In contrast, ICD obscures relationships. The standards do represent a small subset of such relationships; for instance Type 2 Diabetes has 56 ICD-10 codes that list commonly associated conditions. The paucity and gawkiness of such efforts (for instance, how do you represent multiple complications?) just underlines how desperately the health care field needs a different approach.

Wrong-side errors (such as operating on the left side when the problem is on the right) are shockingly common, but it’s still laughable to define separate medical codes for the left and right side, instead of coding left/right as a separate dimension that can be represented in the graph.
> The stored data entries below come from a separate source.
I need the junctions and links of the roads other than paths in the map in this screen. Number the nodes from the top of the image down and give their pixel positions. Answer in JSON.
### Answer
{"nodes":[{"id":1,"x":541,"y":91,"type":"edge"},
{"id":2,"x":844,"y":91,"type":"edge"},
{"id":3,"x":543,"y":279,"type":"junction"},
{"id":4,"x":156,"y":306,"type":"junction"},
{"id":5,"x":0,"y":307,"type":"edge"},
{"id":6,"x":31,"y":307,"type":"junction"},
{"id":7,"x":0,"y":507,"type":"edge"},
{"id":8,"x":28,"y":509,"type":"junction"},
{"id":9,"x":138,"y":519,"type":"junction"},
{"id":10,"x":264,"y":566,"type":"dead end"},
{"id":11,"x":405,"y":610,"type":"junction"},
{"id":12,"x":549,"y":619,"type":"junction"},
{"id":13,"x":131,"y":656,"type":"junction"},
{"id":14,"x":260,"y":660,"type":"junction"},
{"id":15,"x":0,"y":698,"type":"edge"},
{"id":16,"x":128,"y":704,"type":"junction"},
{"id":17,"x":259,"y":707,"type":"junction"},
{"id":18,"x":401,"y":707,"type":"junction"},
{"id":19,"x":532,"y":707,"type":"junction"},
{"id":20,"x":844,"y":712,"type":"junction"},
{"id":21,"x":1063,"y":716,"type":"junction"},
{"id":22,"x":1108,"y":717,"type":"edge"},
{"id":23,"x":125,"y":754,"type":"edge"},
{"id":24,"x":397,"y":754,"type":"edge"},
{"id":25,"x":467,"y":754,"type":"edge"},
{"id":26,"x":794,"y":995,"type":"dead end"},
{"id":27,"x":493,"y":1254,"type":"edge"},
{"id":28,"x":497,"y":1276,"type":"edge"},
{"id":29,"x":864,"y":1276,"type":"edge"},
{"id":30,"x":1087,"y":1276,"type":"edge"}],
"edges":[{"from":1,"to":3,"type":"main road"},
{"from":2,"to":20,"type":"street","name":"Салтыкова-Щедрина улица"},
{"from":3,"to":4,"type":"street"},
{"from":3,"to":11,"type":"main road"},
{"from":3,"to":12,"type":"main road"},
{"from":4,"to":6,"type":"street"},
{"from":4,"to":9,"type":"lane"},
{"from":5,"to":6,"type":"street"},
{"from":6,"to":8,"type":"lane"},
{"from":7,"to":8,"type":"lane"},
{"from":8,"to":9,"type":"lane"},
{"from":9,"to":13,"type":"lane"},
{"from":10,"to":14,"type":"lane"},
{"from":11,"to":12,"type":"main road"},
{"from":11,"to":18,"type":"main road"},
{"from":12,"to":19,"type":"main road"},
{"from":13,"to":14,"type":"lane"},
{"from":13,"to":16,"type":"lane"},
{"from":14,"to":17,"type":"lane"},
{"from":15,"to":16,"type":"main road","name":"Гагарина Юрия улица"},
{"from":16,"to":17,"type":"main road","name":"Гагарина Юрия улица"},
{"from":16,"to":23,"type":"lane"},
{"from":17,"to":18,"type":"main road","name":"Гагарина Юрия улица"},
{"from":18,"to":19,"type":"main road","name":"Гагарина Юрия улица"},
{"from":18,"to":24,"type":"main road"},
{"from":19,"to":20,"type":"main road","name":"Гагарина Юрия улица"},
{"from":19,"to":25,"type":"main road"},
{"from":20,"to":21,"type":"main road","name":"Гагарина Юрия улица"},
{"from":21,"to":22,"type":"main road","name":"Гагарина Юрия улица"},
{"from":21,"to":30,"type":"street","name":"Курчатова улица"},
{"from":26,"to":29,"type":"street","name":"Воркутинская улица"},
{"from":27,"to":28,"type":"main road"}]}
Finally, given that the doctor will select the diagnosis that gets the highest reimbursement rather than the diagnosis that best represents the patient’s condition, one can say good-bye to any analytical benefits that supposedly come from the proliferation of ICD codes. The bias of the system toward billing instead of treatment is revealed by the definition of separate codes for the initial encounter and subsequent encounters.

Researchers and analytics firms, I’m confident, will devise standards for representing disease in all its complexity. Health care institutions, eager to cut costs and find the right treatments faster, will use the new systems to track and analyze disease. It’s sad that we’ll be forcing doctors to use at least two parallel diagnostic systems–one tied to the practice of medicine in 1893 and another appropriate for 21st-century data processing.

3 replies »

  1. Creating ICD10 claims for testing can be easy with i10xCodr.

    i10xCodr uses a complex mapping algorithm on top of GEMs to convert ICD9 to equivalent ICD10 claim. It uses concepts like Laterality, Stage, Episode of Care, Combination codes, External cause of injury reason, External cause of injury place of occurrence, Anatomical sites and more.

  2. Kudos. You have an accurate feel for our classification dilemmas. Billing needs are incongruent with studying-disease needs. If you look at one of the proteomics diagrams that Science mag is famous for, you will find that there is no way to do classification at this stage of our science. The combinations and permutations of co-morbidities are too vast: the unbelievable complexity in medicine can’t be classified…yet.

    Futility, I guess, is the proper conclusion.

  3. “We are not going to escape the morass of ICD any time soon.”

    The morass of the ACA, the morass of MU and EHR, now the morass of
    ICD-10. Things don’t look so good right now.